## Work to be completed
If a record holds a picture, drop the picture and return the rest of the record word for word.

## Material to process
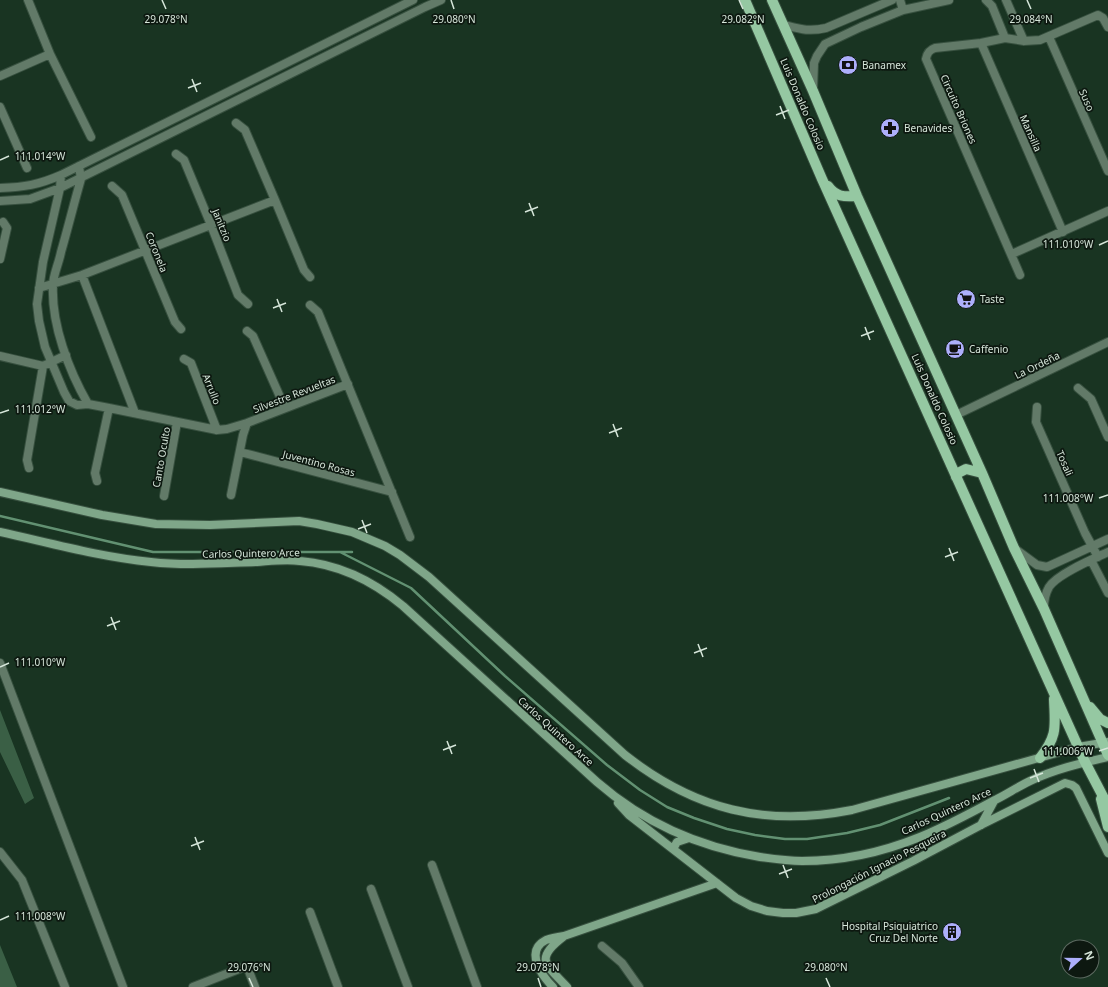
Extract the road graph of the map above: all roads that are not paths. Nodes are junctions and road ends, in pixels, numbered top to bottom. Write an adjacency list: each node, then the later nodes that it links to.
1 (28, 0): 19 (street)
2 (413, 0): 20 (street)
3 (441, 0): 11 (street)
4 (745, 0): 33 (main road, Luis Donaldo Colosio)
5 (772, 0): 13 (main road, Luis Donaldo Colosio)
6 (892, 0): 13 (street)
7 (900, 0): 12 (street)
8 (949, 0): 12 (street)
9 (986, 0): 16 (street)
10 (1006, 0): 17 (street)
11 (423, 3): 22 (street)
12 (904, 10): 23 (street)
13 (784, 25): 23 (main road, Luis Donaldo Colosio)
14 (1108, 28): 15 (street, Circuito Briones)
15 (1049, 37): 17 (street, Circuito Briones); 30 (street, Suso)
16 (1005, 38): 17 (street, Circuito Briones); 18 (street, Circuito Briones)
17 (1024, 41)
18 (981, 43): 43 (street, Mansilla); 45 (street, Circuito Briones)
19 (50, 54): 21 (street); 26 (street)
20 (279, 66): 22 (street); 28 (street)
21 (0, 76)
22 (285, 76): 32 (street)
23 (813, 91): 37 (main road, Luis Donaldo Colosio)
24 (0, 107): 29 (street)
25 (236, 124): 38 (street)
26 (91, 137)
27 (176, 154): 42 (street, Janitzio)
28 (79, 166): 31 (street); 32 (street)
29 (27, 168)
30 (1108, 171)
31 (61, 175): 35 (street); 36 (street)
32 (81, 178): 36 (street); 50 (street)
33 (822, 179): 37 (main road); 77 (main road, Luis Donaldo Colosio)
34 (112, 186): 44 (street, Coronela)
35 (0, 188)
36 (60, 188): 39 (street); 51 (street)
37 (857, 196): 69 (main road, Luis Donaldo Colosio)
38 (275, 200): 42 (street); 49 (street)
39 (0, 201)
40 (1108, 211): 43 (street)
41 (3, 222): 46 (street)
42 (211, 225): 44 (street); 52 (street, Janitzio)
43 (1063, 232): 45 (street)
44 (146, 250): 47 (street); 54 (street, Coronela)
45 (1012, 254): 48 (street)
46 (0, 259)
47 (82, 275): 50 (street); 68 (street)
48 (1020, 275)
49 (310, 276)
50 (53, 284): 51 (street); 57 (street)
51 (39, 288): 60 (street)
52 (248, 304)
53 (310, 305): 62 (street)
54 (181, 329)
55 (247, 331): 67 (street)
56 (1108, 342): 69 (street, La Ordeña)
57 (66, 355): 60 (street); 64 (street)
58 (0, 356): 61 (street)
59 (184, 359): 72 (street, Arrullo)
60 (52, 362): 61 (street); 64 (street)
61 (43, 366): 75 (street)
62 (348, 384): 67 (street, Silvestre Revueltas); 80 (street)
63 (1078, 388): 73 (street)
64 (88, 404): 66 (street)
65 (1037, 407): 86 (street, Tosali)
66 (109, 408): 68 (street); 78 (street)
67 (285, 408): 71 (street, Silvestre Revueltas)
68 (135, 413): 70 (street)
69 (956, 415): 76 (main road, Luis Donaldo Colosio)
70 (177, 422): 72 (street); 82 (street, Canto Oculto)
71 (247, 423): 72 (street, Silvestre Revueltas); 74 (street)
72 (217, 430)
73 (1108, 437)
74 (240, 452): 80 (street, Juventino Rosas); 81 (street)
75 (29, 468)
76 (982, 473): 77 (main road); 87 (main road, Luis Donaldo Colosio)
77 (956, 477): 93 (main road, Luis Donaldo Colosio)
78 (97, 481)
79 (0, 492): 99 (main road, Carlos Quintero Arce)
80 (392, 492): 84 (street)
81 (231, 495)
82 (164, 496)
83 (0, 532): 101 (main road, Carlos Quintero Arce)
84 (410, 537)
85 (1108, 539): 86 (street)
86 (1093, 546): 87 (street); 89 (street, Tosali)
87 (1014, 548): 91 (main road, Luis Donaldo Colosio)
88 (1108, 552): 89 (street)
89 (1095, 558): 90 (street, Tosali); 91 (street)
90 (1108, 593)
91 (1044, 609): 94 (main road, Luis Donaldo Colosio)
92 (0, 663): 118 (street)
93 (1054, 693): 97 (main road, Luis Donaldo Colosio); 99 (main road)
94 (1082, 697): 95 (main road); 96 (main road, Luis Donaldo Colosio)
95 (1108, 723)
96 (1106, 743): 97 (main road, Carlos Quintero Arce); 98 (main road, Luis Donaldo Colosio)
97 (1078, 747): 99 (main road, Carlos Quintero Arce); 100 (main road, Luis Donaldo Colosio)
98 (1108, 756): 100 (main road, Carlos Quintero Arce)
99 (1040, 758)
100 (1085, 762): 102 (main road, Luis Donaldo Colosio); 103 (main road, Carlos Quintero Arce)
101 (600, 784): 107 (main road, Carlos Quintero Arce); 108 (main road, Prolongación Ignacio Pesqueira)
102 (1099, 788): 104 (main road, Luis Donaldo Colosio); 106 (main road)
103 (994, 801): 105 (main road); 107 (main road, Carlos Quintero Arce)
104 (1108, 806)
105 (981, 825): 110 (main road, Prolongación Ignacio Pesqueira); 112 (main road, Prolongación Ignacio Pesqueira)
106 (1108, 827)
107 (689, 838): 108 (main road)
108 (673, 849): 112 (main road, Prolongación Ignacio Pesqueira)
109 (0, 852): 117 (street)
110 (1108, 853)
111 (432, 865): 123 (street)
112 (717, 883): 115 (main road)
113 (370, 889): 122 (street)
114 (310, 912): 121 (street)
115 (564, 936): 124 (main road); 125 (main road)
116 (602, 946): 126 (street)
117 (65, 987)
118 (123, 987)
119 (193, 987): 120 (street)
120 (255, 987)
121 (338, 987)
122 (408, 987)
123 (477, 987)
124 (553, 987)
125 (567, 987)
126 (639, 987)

## Solution to this problem
Extract the road graph of the map above: all roads that are not paths. Nodes are junctions and road ends, in pixels, numbered top to bottom. Write an adjacency list: each node, then the later nodes that it links to.
1 (28, 0): 19 (street)
2 (413, 0): 20 (street)
3 (441, 0): 11 (street)
4 (745, 0): 33 (main road, Luis Donaldo Colosio)
5 (772, 0): 13 (main road, Luis Donaldo Colosio)
6 (892, 0): 13 (street)
7 (900, 0): 12 (street)
8 (949, 0): 12 (street)
9 (986, 0): 16 (street)
10 (1006, 0): 17 (street)
11 (423, 3): 22 (street)
12 (904, 10): 23 (street)
13 (784, 25): 23 (main road, Luis Donaldo Colosio)
14 (1108, 28): 15 (street, Circuito Briones)
15 (1049, 37): 17 (street, Circuito Briones); 30 (street, Suso)
16 (1005, 38): 17 (street, Circuito Briones); 18 (street, Circuito Briones)
17 (1024, 41)
18 (981, 43): 43 (street, Mansilla); 45 (street, Circuito Briones)
19 (50, 54): 21 (street); 26 (street)
20 (279, 66): 22 (street); 28 (street)
21 (0, 76)
22 (285, 76): 32 (street)
23 (813, 91): 37 (main road, Luis Donaldo Colosio)
24 (0, 107): 29 (street)
25 (236, 124): 38 (street)
26 (91, 137)
27 (176, 154): 42 (street, Janitzio)
28 (79, 166): 31 (street); 32 (street)
29 (27, 168)
30 (1108, 171)
31 (61, 175): 35 (street); 36 (street)
32 (81, 178): 36 (street); 50 (street)
33 (822, 179): 37 (main road); 77 (main road, Luis Donaldo Colosio)
34 (112, 186): 44 (street, Coronela)
35 (0, 188)
36 (60, 188): 39 (street); 51 (street)
37 (857, 196): 69 (main road, Luis Donaldo Colosio)
38 (275, 200): 42 (street); 49 (street)
39 (0, 201)
40 (1108, 211): 43 (street)
41 (3, 222): 46 (street)
42 (211, 225): 44 (street); 52 (street, Janitzio)
43 (1063, 232): 45 (street)
44 (146, 250): 47 (street); 54 (street, Coronela)
45 (1012, 254): 48 (street)
46 (0, 259)
47 (82, 275): 50 (street); 68 (street)
48 (1020, 275)
49 (310, 276)
50 (53, 284): 51 (street); 57 (street)
51 (39, 288): 60 (street)
52 (248, 304)
53 (310, 305): 62 (street)
54 (181, 329)
55 (247, 331): 67 (street)
56 (1108, 342): 69 (street, La Ordeña)
57 (66, 355): 60 (street); 64 (street)
58 (0, 356): 61 (street)
59 (184, 359): 72 (street, Arrullo)
60 (52, 362): 61 (street); 64 (street)
61 (43, 366): 75 (street)
62 (348, 384): 67 (street, Silvestre Revueltas); 80 (street)
63 (1078, 388): 73 (street)
64 (88, 404): 66 (street)
65 (1037, 407): 86 (street, Tosali)
66 (109, 408): 68 (street); 78 (street)
67 (285, 408): 71 (street, Silvestre Revueltas)
68 (135, 413): 70 (street)
69 (956, 415): 76 (main road, Luis Donaldo Colosio)
70 (177, 422): 72 (street); 82 (street, Canto Oculto)
71 (247, 423): 72 (street, Silvestre Revueltas); 74 (street)
72 (217, 430)
73 (1108, 437)
74 (240, 452): 80 (street, Juventino Rosas); 81 (street)
75 (29, 468)
76 (982, 473): 77 (main road); 87 (main road, Luis Donaldo Colosio)
77 (956, 477): 93 (main road, Luis Donaldo Colosio)
78 (97, 481)
79 (0, 492): 99 (main road, Carlos Quintero Arce)
80 (392, 492): 84 (street)
81 (231, 495)
82 (164, 496)
83 (0, 532): 101 (main road, Carlos Quintero Arce)
84 (410, 537)
85 (1108, 539): 86 (street)
86 (1093, 546): 87 (street); 89 (street, Tosali)
87 (1014, 548): 91 (main road, Luis Donaldo Colosio)
88 (1108, 552): 89 (street)
89 (1095, 558): 90 (street, Tosali); 91 (street)
90 (1108, 593)
91 (1044, 609): 94 (main road, Luis Donaldo Colosio)
92 (0, 663): 118 (street)
93 (1054, 693): 97 (main road, Luis Donaldo Colosio); 99 (main road)
94 (1082, 697): 95 (main road); 96 (main road, Luis Donaldo Colosio)
95 (1108, 723)
96 (1106, 743): 97 (main road, Carlos Quintero Arce); 98 (main road, Luis Donaldo Colosio)
97 (1078, 747): 99 (main road, Carlos Quintero Arce); 100 (main road, Luis Donaldo Colosio)
98 (1108, 756): 100 (main road, Carlos Quintero Arce)
99 (1040, 758)
100 (1085, 762): 102 (main road, Luis Donaldo Colosio); 103 (main road, Carlos Quintero Arce)
101 (600, 784): 107 (main road, Carlos Quintero Arce); 108 (main road, Prolongación Ignacio Pesqueira)
102 (1099, 788): 104 (main road, Luis Donaldo Colosio); 106 (main road)
103 (994, 801): 105 (main road); 107 (main road, Carlos Quintero Arce)
104 (1108, 806)
105 (981, 825): 110 (main road, Prolongación Ignacio Pesqueira); 112 (main road, Prolongación Ignacio Pesqueira)
106 (1108, 827)
107 (689, 838): 108 (main road)
108 (673, 849): 112 (main road, Prolongación Ignacio Pesqueira)
109 (0, 852): 117 (street)
110 (1108, 853)
111 (432, 865): 123 (street)
112 (717, 883): 115 (main road)
113 (370, 889): 122 (street)
114 (310, 912): 121 (street)
115 (564, 936): 124 (main road); 125 (main road)
116 (602, 946): 126 (street)
117 (65, 987)
118 (123, 987)
119 (193, 987): 120 (street)
120 (255, 987)
121 (338, 987)
122 (408, 987)
123 (477, 987)
124 (553, 987)
125 (567, 987)
126 (639, 987)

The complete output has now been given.